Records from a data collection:
========
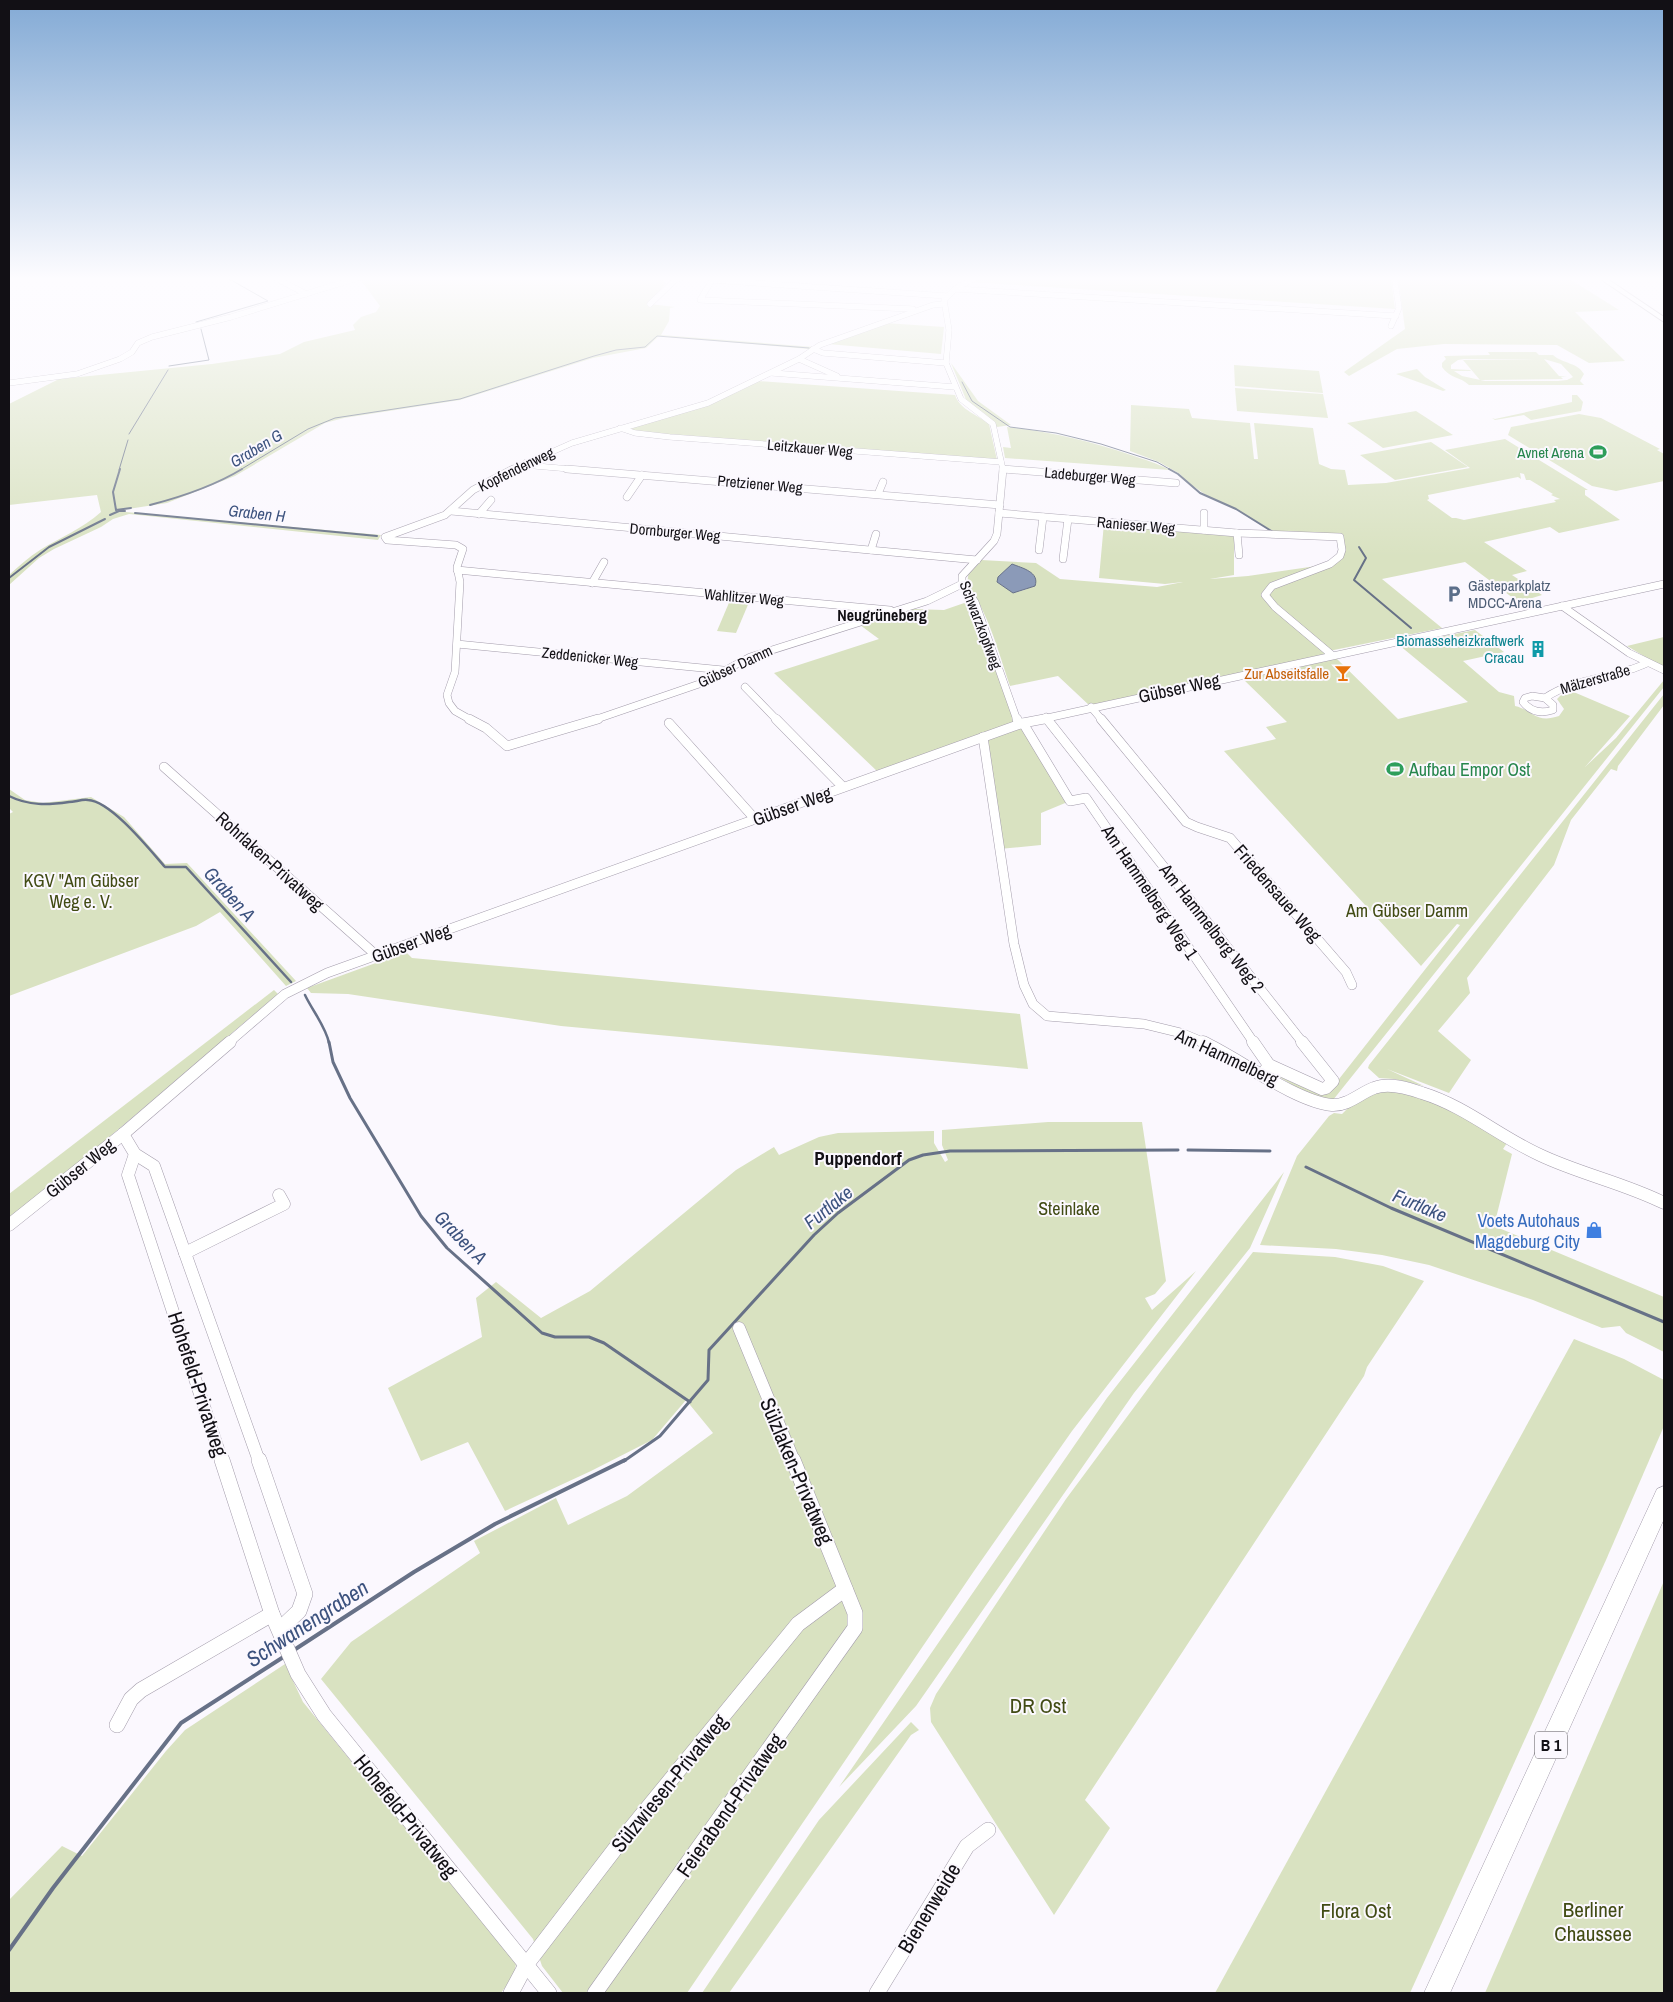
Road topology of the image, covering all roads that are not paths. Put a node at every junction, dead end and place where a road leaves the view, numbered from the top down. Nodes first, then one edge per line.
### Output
1 (90, 369) edge
2 (777, 369) edge
3 (824, 369) edge
4 (949, 369) edge
5 (770, 373) junction
6 (846, 379) junction
7 (9, 383) edge
8 (955, 387) junction
9 (620, 428) junction
10 (526, 462) junction
11 (1002, 465) junction
12 (642, 474) junction
13 (883, 482) dead end
14 (1176, 483) dead end
15 (878, 494) junction
16 (627, 497) dead end
17 (491, 500) dead end
18 (1000, 505) junction
19 (451, 511) junction
20 (999, 513) junction
21 (1204, 513) dead end
22 (479, 514) junction
23 (1043, 517) junction
24 (1068, 519) junction
25 (1204, 530) junction
26 (876, 534) dead end
27 (1237, 534) junction
28 (871, 550) junction
29 (1039, 550) dead end
30 (1239, 555) dead end
31 (1063, 559) dead end
32 (977, 560) junction
33 (604, 562) dead end
34 (457, 570) junction
35 (592, 583) junction
36 (962, 584) junction
37 (1664, 584) edge
38 (1562, 606) junction
39 (896, 611) junction
40 (457, 644) junction
41 (1332, 655) junction
42 (1647, 663) junction
43 (723, 670) junction
44 (1664, 670) edge
45 (745, 686) dead end
46 (1545, 698) dead end
47 (1090, 708) junction
48 (1046, 718) junction
49 (668, 723) dead end
50 (1021, 723) junction
51 (983, 737) junction
52 (507, 746) joint
53 (164, 767) dead end
54 (843, 787) junction
55 (755, 819) junction
56 (376, 955) junction
57 (1352, 985) dead end
58 (1266, 1069) junction
59 (123, 1134) junction
60 (135, 1154) junction
61 (279, 1195) dead end
62 (1664, 1203) edge
63 (9, 1225) edge
64 (185, 1253) junction
65 (739, 1328) dead end
66 (1664, 1496) edge
67 (845, 1589) junction
68 (855, 1613) joint
69 (272, 1614) junction
70 (282, 1635) junction
71 (117, 1725) dead end
72 (988, 1830) dead end
73 (526, 1964) junction
74 (511, 1993) edge
75 (549, 1993) edge
76 (595, 1993) edge
77 (878, 1993) edge
78 (1437, 1993) edge

1 - 7 street
2 - 5 street, Kopfendenweg
3 - 6 street
4 - 8 street, Schwarzkopfweg
5 - 6 street
5 - 9 street, Kopfendenweg
6 - 8 street
8 - 11 street, Schwarzkopfweg
9 - 10 street, Kopfendenweg
9 - 11 street, Leitzkauer Weg
10 - 12 street, Pretziener Weg
10 - 19 street, Kopfendenweg
11 - 14 street, Ladeburger Weg
11 - 18 street, Schwarzkopfweg
12 - 15 street, Pretziener Weg
12 - 16 street
13 - 15 street
15 - 18 street, Pretziener Weg
17 - 22 street
18 - 20 street, Schwarzkopfweg
19 - 22 street, Dornburger Weg
19 - 34 street, Kopfendenweg
20 - 23 street, Ranieser Weg
20 - 32 street, Schwarzkopfweg
21 - 25 street
22 - 28 street, Dornburger Weg
23 - 24 street, Ranieser Weg
23 - 29 street
24 - 25 street, Ranieser Weg
24 - 31 street
25 - 27 street, Ranieser Weg
26 - 28 street
27 - 30 street
27 - 41 street, Ranieser Weg
28 - 32 street, Dornburger Weg
32 - 36 street, Schwarzkopfweg
33 - 35 street
34 - 35 street, Wahlitzer Weg
34 - 40 street, Kopfendenweg
35 - 39 street, Wahlitzer Weg
36 - 39 street, Gübser Damm
36 - 50 street, Schwarzkopfweg
37 - 38 street, Gübser Weg
38 - 41 street, Gübser Weg
38 - 42 street
39 - 43 street, Gübser Damm
40 - 43 street, Zeddenicker Weg
40 - 52 street, Kopfendenweg
41 - 47 street, Gübser Weg
42 - 44 street
42 - 46 street, Mälzerstraße
43 - 52 street, Gübser Damm
45 - 54 street
47 - 48 street, Gübser Weg
47 - 57 street, Friedensauer Weg
48 - 50 street, Gübser Weg
48 - 58 street, Am Hammelberg Weg 2
49 - 55 street
50 - 51 street, Gübser Weg
50 - 58 street, Am Hammelberg Weg 1
51 - 54 street, Gübser Weg
51 - 58 street, Am Hammelberg
53 - 56 street, Rohrlaken-Privatweg
54 - 55 street, Gübser Weg
55 - 56 street, Gübser Weg
56 - 59 street, Gübser Weg
58 - 62 street, Am Hammelberg
59 - 60 street, Hohefeld-Privatweg
59 - 63 street, Gübser Weg
60 - 64 street, Hohefeld-Privatweg
60 - 69 street, Hohefeld-Privatweg
61 - 64 street
64 - 70 street, Hohefeld-Privatweg
65 - 67 street, Sülzlaken-Privatweg
66 - 78 main road, B 1
67 - 68 street, Sülzlaken-Privatweg
67 - 73 street, Sülzwiesen-Privatweg
68 - 76 street, Feierabend-Privatweg
69 - 70 street, Hohefeld-Privatweg
69 - 71 street
70 - 73 street, Hohefeld-Privatweg
72 - 77 street, Bienenweide
73 - 74 street, Sülzwiesen-Privatweg
73 - 75 street, Hohefeld-Privatweg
========
Each line of the data above must be reproduced as written. Skip the pictures.

### EXERCISE SOLUTION
Road topology of the image, covering all roads that are not paths. Put a node at every junction, dead end and place where a road leaves the view, numbered from the top down. Nodes first, then one edge per line.
### Output
1 (90, 369) edge
2 (777, 369) edge
3 (824, 369) edge
4 (949, 369) edge
5 (770, 373) junction
6 (846, 379) junction
7 (9, 383) edge
8 (955, 387) junction
9 (620, 428) junction
10 (526, 462) junction
11 (1002, 465) junction
12 (642, 474) junction
13 (883, 482) dead end
14 (1176, 483) dead end
15 (878, 494) junction
16 (627, 497) dead end
17 (491, 500) dead end
18 (1000, 505) junction
19 (451, 511) junction
20 (999, 513) junction
21 (1204, 513) dead end
22 (479, 514) junction
23 (1043, 517) junction
24 (1068, 519) junction
25 (1204, 530) junction
26 (876, 534) dead end
27 (1237, 534) junction
28 (871, 550) junction
29 (1039, 550) dead end
30 (1239, 555) dead end
31 (1063, 559) dead end
32 (977, 560) junction
33 (604, 562) dead end
34 (457, 570) junction
35 (592, 583) junction
36 (962, 584) junction
37 (1664, 584) edge
38 (1562, 606) junction
39 (896, 611) junction
40 (457, 644) junction
41 (1332, 655) junction
42 (1647, 663) junction
43 (723, 670) junction
44 (1664, 670) edge
45 (745, 686) dead end
46 (1545, 698) dead end
47 (1090, 708) junction
48 (1046, 718) junction
49 (668, 723) dead end
50 (1021, 723) junction
51 (983, 737) junction
52 (507, 746) joint
53 (164, 767) dead end
54 (843, 787) junction
55 (755, 819) junction
56 (376, 955) junction
57 (1352, 985) dead end
58 (1266, 1069) junction
59 (123, 1134) junction
60 (135, 1154) junction
61 (279, 1195) dead end
62 (1664, 1203) edge
63 (9, 1225) edge
64 (185, 1253) junction
65 (739, 1328) dead end
66 (1664, 1496) edge
67 (845, 1589) junction
68 (855, 1613) joint
69 (272, 1614) junction
70 (282, 1635) junction
71 (117, 1725) dead end
72 (988, 1830) dead end
73 (526, 1964) junction
74 (511, 1993) edge
75 (549, 1993) edge
76 (595, 1993) edge
77 (878, 1993) edge
78 (1437, 1993) edge

1 - 7 street
2 - 5 street, Kopfendenweg
3 - 6 street
4 - 8 street, Schwarzkopfweg
5 - 6 street
5 - 9 street, Kopfendenweg
6 - 8 street
8 - 11 street, Schwarzkopfweg
9 - 10 street, Kopfendenweg
9 - 11 street, Leitzkauer Weg
10 - 12 street, Pretziener Weg
10 - 19 street, Kopfendenweg
11 - 14 street, Ladeburger Weg
11 - 18 street, Schwarzkopfweg
12 - 15 street, Pretziener Weg
12 - 16 street
13 - 15 street
15 - 18 street, Pretziener Weg
17 - 22 street
18 - 20 street, Schwarzkopfweg
19 - 22 street, Dornburger Weg
19 - 34 street, Kopfendenweg
20 - 23 street, Ranieser Weg
20 - 32 street, Schwarzkopfweg
21 - 25 street
22 - 28 street, Dornburger Weg
23 - 24 street, Ranieser Weg
23 - 29 street
24 - 25 street, Ranieser Weg
24 - 31 street
25 - 27 street, Ranieser Weg
26 - 28 street
27 - 30 street
27 - 41 street, Ranieser Weg
28 - 32 street, Dornburger Weg
32 - 36 street, Schwarzkopfweg
33 - 35 street
34 - 35 street, Wahlitzer Weg
34 - 40 street, Kopfendenweg
35 - 39 street, Wahlitzer Weg
36 - 39 street, Gübser Damm
36 - 50 street, Schwarzkopfweg
37 - 38 street, Gübser Weg
38 - 41 street, Gübser Weg
38 - 42 street
39 - 43 street, Gübser Damm
40 - 43 street, Zeddenicker Weg
40 - 52 street, Kopfendenweg
41 - 47 street, Gübser Weg
42 - 44 street
42 - 46 street, Mälzerstraße
43 - 52 street, Gübser Damm
45 - 54 street
47 - 48 street, Gübser Weg
47 - 57 street, Friedensauer Weg
48 - 50 street, Gübser Weg
48 - 58 street, Am Hammelberg Weg 2
49 - 55 street
50 - 51 street, Gübser Weg
50 - 58 street, Am Hammelberg Weg 1
51 - 54 street, Gübser Weg
51 - 58 street, Am Hammelberg
53 - 56 street, Rohrlaken-Privatweg
54 - 55 street, Gübser Weg
55 - 56 street, Gübser Weg
56 - 59 street, Gübser Weg
58 - 62 street, Am Hammelberg
59 - 60 street, Hohefeld-Privatweg
59 - 63 street, Gübser Weg
60 - 64 street, Hohefeld-Privatweg
60 - 69 street, Hohefeld-Privatweg
61 - 64 street
64 - 70 street, Hohefeld-Privatweg
65 - 67 street, Sülzlaken-Privatweg
66 - 78 main road, B 1
67 - 68 street, Sülzlaken-Privatweg
67 - 73 street, Sülzwiesen-Privatweg
68 - 76 street, Feierabend-Privatweg
69 - 70 street, Hohefeld-Privatweg
69 - 71 street
70 - 73 street, Hohefeld-Privatweg
72 - 77 street, Bienenweide
73 - 74 street, Sülzwiesen-Privatweg
73 - 75 street, Hohefeld-Privatweg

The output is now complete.